The distribution layer is often where the IP gateways live for the hosts that hang off of the access layer and will run some form of First Hop Redundancy so that clients are able to connect to services in the event a distribution switch were to go offline.
Access
The access layer is the simplest layer in terms of what it does. The purpose of the access layer is connect end devices, whether those are servers, hosts, or phones to the rest of the network. There are often multiple access switches within a closet depending on how large the office or floor is.
Bandwidth Problem
As mentioned, there is an issue with the 3 Tier design as campuses or datacenters grow. Often people will talk about the scale of VLANs or how broadcast domains become large. Another issue that I don’t see talked about often is the issue of bandwidth. There are often many more access switches than there are distribution switches, and more distribution switches than there are core switches. This can create a serious oversubscription ratio that often isn’t immediately seen.

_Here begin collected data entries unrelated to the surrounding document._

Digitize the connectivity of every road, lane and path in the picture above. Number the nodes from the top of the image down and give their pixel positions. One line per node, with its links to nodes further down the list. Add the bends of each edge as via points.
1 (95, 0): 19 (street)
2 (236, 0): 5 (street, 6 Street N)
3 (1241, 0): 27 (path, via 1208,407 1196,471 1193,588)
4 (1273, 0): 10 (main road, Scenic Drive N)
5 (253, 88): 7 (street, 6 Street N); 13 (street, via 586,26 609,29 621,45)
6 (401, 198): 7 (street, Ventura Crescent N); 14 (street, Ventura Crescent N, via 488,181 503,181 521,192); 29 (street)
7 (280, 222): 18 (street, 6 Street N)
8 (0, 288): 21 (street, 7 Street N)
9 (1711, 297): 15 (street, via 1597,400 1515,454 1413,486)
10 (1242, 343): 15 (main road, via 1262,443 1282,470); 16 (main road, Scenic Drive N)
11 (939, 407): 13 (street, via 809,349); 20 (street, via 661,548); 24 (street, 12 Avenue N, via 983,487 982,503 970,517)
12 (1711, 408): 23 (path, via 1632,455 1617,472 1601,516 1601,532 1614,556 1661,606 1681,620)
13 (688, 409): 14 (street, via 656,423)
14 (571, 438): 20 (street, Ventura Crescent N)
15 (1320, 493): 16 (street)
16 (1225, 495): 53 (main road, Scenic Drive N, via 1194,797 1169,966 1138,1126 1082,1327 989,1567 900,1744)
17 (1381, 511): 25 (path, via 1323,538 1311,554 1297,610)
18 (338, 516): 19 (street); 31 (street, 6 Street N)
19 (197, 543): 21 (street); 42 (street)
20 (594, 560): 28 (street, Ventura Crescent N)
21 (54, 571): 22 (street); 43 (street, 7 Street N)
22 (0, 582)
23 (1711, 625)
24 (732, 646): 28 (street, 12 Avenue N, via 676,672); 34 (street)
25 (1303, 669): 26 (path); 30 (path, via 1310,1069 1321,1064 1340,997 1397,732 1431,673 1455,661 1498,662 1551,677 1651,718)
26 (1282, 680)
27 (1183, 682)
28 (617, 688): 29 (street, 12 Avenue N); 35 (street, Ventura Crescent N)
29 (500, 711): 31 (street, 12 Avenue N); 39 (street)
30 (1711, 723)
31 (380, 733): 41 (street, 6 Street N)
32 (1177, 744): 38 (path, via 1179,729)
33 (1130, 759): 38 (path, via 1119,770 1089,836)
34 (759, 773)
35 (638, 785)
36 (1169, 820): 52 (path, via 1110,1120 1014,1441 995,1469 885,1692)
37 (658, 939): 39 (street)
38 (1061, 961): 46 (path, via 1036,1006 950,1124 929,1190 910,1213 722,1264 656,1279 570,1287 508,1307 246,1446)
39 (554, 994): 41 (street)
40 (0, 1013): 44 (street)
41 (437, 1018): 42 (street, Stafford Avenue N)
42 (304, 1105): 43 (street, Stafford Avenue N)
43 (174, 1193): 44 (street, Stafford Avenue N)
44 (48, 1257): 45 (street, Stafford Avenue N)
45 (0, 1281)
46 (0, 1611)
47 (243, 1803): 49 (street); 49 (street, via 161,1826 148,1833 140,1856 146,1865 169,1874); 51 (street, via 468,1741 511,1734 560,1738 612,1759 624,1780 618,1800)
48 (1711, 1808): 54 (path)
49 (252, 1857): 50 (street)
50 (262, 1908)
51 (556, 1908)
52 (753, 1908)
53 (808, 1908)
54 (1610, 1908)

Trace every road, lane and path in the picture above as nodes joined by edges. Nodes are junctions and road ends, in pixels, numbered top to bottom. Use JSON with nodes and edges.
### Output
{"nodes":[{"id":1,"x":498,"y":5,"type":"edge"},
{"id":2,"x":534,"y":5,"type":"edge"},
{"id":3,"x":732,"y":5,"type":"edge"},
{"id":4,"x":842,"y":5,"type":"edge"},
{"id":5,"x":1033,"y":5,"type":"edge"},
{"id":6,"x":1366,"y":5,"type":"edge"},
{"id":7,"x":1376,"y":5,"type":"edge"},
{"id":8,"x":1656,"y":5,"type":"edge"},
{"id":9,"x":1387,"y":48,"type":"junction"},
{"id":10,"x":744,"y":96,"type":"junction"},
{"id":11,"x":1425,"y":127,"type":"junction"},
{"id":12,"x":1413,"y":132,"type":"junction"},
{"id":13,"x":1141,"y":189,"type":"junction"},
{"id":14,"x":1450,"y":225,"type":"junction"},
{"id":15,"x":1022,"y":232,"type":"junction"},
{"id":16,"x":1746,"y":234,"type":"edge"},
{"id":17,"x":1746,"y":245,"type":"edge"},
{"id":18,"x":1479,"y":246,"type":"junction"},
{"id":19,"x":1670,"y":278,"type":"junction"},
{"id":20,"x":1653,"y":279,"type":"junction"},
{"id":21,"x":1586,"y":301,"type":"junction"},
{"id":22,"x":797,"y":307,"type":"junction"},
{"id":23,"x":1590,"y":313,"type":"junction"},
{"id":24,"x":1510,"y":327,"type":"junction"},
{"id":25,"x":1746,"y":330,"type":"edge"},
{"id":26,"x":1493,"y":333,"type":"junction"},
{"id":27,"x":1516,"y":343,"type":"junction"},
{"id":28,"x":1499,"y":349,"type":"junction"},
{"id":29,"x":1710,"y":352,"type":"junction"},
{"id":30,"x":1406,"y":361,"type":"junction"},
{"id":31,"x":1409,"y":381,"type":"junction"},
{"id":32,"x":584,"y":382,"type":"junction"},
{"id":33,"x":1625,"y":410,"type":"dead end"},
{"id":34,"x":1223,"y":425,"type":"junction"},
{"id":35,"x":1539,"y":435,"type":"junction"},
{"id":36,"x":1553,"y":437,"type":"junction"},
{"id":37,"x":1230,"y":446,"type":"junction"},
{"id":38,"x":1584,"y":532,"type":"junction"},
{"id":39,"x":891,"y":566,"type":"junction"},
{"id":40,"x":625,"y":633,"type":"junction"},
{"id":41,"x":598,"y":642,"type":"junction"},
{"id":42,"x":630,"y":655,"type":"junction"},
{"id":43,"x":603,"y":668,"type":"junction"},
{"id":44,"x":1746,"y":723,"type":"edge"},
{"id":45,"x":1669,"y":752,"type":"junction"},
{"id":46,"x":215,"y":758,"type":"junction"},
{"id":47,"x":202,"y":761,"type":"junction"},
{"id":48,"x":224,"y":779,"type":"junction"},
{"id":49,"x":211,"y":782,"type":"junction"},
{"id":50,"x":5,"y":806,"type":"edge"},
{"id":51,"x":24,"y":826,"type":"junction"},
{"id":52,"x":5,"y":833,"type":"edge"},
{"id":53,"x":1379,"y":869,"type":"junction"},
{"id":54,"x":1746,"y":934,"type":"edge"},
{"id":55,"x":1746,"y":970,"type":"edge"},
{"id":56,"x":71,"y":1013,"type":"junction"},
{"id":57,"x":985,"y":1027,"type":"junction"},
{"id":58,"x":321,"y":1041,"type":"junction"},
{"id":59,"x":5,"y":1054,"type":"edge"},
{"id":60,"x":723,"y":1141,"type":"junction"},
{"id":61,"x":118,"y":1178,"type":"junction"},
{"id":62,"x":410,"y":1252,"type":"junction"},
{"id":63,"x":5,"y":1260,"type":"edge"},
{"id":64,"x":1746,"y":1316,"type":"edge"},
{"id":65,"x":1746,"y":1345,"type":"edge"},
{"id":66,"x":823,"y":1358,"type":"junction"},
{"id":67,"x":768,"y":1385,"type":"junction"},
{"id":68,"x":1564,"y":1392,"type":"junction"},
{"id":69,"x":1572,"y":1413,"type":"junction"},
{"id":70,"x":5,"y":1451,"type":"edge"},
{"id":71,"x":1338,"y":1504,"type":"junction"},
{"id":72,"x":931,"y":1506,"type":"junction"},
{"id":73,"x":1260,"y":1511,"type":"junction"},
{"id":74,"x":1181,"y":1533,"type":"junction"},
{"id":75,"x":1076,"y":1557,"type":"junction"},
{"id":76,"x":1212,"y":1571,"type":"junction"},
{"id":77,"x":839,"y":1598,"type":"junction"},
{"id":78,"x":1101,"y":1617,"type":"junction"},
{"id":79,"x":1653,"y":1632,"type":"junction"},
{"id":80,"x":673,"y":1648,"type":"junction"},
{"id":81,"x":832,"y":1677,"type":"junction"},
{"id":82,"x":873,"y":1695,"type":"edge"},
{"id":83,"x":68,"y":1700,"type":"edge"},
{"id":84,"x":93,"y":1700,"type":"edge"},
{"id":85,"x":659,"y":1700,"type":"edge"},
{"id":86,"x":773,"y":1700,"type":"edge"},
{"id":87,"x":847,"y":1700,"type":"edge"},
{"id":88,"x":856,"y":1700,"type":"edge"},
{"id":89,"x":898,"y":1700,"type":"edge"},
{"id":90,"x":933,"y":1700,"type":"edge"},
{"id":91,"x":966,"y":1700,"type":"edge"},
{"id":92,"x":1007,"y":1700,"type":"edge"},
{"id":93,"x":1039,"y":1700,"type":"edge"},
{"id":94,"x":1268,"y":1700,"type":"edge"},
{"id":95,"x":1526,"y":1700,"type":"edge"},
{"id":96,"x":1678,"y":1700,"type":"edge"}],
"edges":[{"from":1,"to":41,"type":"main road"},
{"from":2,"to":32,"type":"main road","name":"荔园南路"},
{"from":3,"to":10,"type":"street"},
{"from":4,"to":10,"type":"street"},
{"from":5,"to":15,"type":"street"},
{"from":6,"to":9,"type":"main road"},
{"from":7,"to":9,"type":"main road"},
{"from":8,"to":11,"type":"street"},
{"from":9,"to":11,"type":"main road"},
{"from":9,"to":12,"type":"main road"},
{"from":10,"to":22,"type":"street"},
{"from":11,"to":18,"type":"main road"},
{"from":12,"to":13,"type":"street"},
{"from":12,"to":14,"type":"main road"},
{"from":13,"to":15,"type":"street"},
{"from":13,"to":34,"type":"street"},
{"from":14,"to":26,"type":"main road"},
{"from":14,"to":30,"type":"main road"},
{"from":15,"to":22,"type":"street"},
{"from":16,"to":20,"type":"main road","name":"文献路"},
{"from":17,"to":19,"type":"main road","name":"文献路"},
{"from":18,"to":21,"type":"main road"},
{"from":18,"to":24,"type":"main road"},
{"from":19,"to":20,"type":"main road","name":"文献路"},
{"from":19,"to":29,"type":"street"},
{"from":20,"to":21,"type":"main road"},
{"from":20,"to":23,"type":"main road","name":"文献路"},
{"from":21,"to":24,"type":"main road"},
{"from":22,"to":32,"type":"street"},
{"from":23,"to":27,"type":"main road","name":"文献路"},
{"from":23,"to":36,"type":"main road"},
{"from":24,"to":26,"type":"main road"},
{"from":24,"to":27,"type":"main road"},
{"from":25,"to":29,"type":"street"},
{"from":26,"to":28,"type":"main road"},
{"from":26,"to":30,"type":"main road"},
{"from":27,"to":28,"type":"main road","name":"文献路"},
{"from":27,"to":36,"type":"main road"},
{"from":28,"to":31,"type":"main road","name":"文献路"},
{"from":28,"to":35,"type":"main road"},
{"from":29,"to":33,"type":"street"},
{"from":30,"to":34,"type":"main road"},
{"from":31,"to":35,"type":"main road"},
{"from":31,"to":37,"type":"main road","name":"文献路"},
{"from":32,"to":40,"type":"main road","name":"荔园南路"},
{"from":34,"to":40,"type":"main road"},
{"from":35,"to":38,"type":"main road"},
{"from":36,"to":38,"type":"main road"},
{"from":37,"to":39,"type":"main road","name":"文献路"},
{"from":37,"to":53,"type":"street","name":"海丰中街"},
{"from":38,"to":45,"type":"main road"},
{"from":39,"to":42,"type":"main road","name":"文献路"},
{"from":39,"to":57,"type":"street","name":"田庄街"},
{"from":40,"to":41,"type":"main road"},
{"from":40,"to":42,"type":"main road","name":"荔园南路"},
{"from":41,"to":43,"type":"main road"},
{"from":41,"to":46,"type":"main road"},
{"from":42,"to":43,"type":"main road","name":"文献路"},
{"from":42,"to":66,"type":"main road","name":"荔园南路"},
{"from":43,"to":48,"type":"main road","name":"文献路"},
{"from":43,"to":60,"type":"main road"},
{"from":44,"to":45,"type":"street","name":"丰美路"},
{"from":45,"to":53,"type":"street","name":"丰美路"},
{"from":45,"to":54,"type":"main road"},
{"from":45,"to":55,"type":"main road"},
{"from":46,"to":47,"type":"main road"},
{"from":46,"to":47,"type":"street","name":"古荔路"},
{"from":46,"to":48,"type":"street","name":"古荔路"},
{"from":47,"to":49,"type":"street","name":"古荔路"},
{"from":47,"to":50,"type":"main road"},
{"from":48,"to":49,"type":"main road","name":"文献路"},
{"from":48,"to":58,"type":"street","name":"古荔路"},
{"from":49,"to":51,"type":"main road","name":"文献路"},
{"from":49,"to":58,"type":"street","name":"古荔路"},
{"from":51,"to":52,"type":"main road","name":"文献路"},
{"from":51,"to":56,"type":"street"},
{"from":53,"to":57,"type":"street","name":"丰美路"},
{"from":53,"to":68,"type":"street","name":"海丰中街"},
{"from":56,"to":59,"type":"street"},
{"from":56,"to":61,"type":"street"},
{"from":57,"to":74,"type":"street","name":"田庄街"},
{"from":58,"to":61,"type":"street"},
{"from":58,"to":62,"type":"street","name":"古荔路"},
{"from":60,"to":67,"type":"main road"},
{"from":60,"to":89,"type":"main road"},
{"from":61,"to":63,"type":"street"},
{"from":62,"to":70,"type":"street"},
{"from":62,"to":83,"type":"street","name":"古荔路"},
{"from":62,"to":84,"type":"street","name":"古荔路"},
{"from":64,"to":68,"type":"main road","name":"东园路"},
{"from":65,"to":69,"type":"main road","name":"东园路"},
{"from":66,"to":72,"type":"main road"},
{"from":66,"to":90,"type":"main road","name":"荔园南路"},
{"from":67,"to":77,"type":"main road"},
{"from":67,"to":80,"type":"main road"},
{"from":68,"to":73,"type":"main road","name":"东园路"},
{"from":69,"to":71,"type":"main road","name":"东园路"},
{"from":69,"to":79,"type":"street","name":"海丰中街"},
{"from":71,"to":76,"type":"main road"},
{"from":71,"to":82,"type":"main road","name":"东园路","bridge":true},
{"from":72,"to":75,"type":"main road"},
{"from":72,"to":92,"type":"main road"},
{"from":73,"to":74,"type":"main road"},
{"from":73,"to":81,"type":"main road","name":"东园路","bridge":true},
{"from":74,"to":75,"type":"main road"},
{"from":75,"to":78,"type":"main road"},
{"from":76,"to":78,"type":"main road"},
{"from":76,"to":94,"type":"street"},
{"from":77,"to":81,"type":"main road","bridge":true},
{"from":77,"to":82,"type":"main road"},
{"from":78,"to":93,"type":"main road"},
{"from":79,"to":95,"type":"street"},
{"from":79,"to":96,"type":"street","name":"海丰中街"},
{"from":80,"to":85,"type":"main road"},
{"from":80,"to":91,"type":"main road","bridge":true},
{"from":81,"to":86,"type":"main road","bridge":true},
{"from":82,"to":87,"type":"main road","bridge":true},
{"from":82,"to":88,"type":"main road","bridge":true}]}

Lets see this example again.
In this topology, there are 8 access switches. Lets assume that each switch is a 48 1g port switch with 2 10g uplinks. This would total 48gbps down and 10gbps up due to spanning tree disabling the secondary uplink interface. This is about a 4:1 ratio on an individual access switch basis. In here, there are 8 switches times the 48 1g ports which comes out to 384gbps of available bandwidth downstream on the access switches and only 30gbps up.
There is the same problem to the distribution layer. If each uplink is using link aggregation and they are 40gbps links, that is only 160gbps up from the distribution to the core while there is the 384gbps that could potentially be required by the devices off of the access switches.
The bandwidth issue only grows the farther away the devices are from each other. Devices that are connected to each other through a single access switch will have full 1g bandwidth available to each other, but if servers are attempting to reach each other from different access switches, then there is a greater chance that their traffic could be dropped or delayed due to the oversubscription.
Server placement then becomes a concern. If servers are connected to the access layer and do large backups or large file shares then the closer those servers are physically, the better performance they will have.
This issue prompted this wonderful article who faced this issue when building a datacenter. While it is from 2010, the problem with Three Tier network is the same.
Alternatives
This bandwidth constraint, along with the broadcast and vlan creep, is what prompted the design of Spine/Leaf fabrics which provide consistent latency and bandwidth for east to west traffic. While there may still be an oversubscription issue, it should not be at the scale of a 3 Tier network.
Now this doesn’t mean that no one should use a the Three Tier network, but it does mean that what application or services one is rendering their customer needs to be taken into account. If the network is mostly local server to local server, then maybe spine/leaf designs should be considered.